Extracted entries:

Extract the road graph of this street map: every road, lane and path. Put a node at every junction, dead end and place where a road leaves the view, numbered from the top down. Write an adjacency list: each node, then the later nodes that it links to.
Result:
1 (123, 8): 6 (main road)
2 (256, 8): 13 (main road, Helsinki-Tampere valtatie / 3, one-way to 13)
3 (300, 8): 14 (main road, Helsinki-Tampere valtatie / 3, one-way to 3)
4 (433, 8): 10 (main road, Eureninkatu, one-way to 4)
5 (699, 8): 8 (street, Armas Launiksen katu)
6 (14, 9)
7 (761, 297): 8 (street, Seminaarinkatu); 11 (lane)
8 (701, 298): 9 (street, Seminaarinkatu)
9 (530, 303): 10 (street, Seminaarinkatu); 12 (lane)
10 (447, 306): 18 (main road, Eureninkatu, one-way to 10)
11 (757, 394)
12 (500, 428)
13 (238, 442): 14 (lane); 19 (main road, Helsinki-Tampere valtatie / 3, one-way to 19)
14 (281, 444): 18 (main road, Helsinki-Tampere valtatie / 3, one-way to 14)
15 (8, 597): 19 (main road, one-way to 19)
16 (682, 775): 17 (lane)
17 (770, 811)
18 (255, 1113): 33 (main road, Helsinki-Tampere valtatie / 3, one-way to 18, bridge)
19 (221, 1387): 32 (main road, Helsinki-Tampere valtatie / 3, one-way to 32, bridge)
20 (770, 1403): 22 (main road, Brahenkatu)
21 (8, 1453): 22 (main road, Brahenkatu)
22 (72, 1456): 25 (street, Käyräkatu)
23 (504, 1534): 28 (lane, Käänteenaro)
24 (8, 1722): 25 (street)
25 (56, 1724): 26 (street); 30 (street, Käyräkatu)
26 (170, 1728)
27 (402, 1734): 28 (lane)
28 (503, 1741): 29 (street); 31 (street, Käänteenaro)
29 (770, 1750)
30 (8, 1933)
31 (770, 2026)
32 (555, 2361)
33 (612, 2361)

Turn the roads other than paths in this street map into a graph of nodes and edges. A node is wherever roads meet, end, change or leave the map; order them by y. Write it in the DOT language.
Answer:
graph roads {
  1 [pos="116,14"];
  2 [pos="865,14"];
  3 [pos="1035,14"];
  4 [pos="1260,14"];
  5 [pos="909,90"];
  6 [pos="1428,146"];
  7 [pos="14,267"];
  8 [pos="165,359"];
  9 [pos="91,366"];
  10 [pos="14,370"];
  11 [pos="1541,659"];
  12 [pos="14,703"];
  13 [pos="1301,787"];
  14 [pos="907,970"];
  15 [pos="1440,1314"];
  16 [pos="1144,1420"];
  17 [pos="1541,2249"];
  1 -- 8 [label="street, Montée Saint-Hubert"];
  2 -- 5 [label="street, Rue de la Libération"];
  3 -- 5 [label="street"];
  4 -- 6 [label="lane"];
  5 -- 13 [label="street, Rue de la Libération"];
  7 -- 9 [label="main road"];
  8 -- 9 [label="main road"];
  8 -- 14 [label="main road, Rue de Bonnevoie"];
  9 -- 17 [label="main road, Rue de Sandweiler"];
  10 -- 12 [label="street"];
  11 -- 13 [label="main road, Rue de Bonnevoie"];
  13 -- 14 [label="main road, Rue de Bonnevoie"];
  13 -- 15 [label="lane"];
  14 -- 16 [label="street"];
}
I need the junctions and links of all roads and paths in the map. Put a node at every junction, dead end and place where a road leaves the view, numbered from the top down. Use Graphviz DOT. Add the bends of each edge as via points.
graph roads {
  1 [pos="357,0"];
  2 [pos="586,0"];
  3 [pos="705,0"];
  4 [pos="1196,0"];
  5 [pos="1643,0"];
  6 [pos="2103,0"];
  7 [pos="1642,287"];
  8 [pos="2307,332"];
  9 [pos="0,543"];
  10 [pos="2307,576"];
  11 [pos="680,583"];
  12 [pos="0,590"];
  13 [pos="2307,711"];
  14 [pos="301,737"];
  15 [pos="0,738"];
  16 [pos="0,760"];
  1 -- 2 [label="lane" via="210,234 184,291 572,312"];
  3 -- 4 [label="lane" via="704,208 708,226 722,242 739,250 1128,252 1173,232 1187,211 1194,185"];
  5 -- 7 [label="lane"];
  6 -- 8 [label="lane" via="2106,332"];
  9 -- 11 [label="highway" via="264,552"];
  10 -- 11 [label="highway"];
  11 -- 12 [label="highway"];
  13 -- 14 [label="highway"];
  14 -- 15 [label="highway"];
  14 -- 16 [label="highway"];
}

Exercise description: Give back each record, exactly as it reads.

Answer for the task:
Extract the road graph of this street map: every road, lane and path. Put a node at every junction, dead end and place where a road leaves the view, numbered from the top down. Write an adjacency list: each node, then the later nodes that it links to.
Result:
1 (123, 8): 6 (main road)
2 (256, 8): 13 (main road, Helsinki-Tampere valtatie / 3, one-way to 13)
3 (300, 8): 14 (main road, Helsinki-Tampere valtatie / 3, one-way to 3)
4 (433, 8): 10 (main road, Eureninkatu, one-way to 4)
5 (699, 8): 8 (street, Armas Launiksen katu)
6 (14, 9)
7 (761, 297): 8 (street, Seminaarinkatu); 11 (lane)
8 (701, 298): 9 (street, Seminaarinkatu)
9 (530, 303): 10 (street, Seminaarinkatu); 12 (lane)
10 (447, 306): 18 (main road, Eureninkatu, one-way to 10)
11 (757, 394)
12 (500, 428)
13 (238, 442): 14 (lane); 19 (main road, Helsinki-Tampere valtatie / 3, one-way to 19)
14 (281, 444): 18 (main road, Helsinki-Tampere valtatie / 3, one-way to 14)
15 (8, 597): 19 (main road, one-way to 19)
16 (682, 775): 17 (lane)
17 (770, 811)
18 (255, 1113): 33 (main road, Helsinki-Tampere valtatie / 3, one-way to 18, bridge)
19 (221, 1387): 32 (main road, Helsinki-Tampere valtatie / 3, one-way to 32, bridge)
20 (770, 1403): 22 (main road, Brahenkatu)
21 (8, 1453): 22 (main road, Brahenkatu)
22 (72, 1456): 25 (street, Käyräkatu)
23 (504, 1534): 28 (lane, Käänteenaro)
24 (8, 1722): 25 (street)
25 (56, 1724): 26 (street); 30 (street, Käyräkatu)
26 (170, 1728)
27 (402, 1734): 28 (lane)
28 (503, 1741): 29 (street); 31 (street, Käänteenaro)
29 (770, 1750)
30 (8, 1933)
31 (770, 2026)
32 (555, 2361)
33 (612, 2361)

Turn the roads other than paths in this street map into a graph of nodes and edges. A node is wherever roads meet, end, change or leave the map; order them by y. Write it in the DOT language.
Answer:
graph roads {
  1 [pos="116,14"];
  2 [pos="865,14"];
  3 [pos="1035,14"];
  4 [pos="1260,14"];
  5 [pos="909,90"];
  6 [pos="1428,146"];
  7 [pos="14,267"];
  8 [pos="165,359"];
  9 [pos="91,366"];
  10 [pos="14,370"];
  11 [pos="1541,659"];
  12 [pos="14,703"];
  13 [pos="1301,787"];
  14 [pos="907,970"];
  15 [pos="1440,1314"];
  16 [pos="1144,1420"];
  17 [pos="1541,2249"];
  1 -- 8 [label="street, Montée Saint-Hubert"];
  2 -- 5 [label="street, Rue de la Libération"];
  3 -- 5 [label="street"];
  4 -- 6 [label="lane"];
  5 -- 13 [label="street, Rue de la Libération"];
  7 -- 9 [label="main road"];
  8 -- 9 [label="main road"];
  8 -- 14 [label="main road, Rue de Bonnevoie"];
  9 -- 17 [label="main road, Rue de Sandweiler"];
  10 -- 12 [label="street"];
  11 -- 13 [label="main road, Rue de Bonnevoie"];
  13 -- 14 [label="main road, Rue de Bonnevoie"];
  13 -- 15 [label="lane"];
  14 -- 16 [label="street"];
}
I need the junctions and links of all roads and paths in the map. Put a node at every junction, dead end and place where a road leaves the view, numbered from the top down. Use Graphviz DOT. Add the bends of each edge as via points.
graph roads {
  1 [pos="357,0"];
  2 [pos="586,0"];
  3 [pos="705,0"];
  4 [pos="1196,0"];
  5 [pos="1643,0"];
  6 [pos="2103,0"];
  7 [pos="1642,287"];
  8 [pos="2307,332"];
  9 [pos="0,543"];
  10 [pos="2307,576"];
  11 [pos="680,583"];
  12 [pos="0,590"];
  13 [pos="2307,711"];
  14 [pos="301,737"];
  15 [pos="0,738"];
  16 [pos="0,760"];
  1 -- 2 [label="lane" via="210,234 184,291 572,312"];
  3 -- 4 [label="lane" via="704,208 708,226 722,242 739,250 1128,252 1173,232 1187,211 1194,185"];
  5 -- 7 [label="lane"];
  6 -- 8 [label="lane" via="2106,332"];
  9 -- 11 [label="highway" via="264,552"];
  10 -- 11 [label="highway"];
  11 -- 12 [label="highway"];
  13 -- 14 [label="highway"];
  14 -- 15 [label="highway"];
  14 -- 16 [label="highway"];
}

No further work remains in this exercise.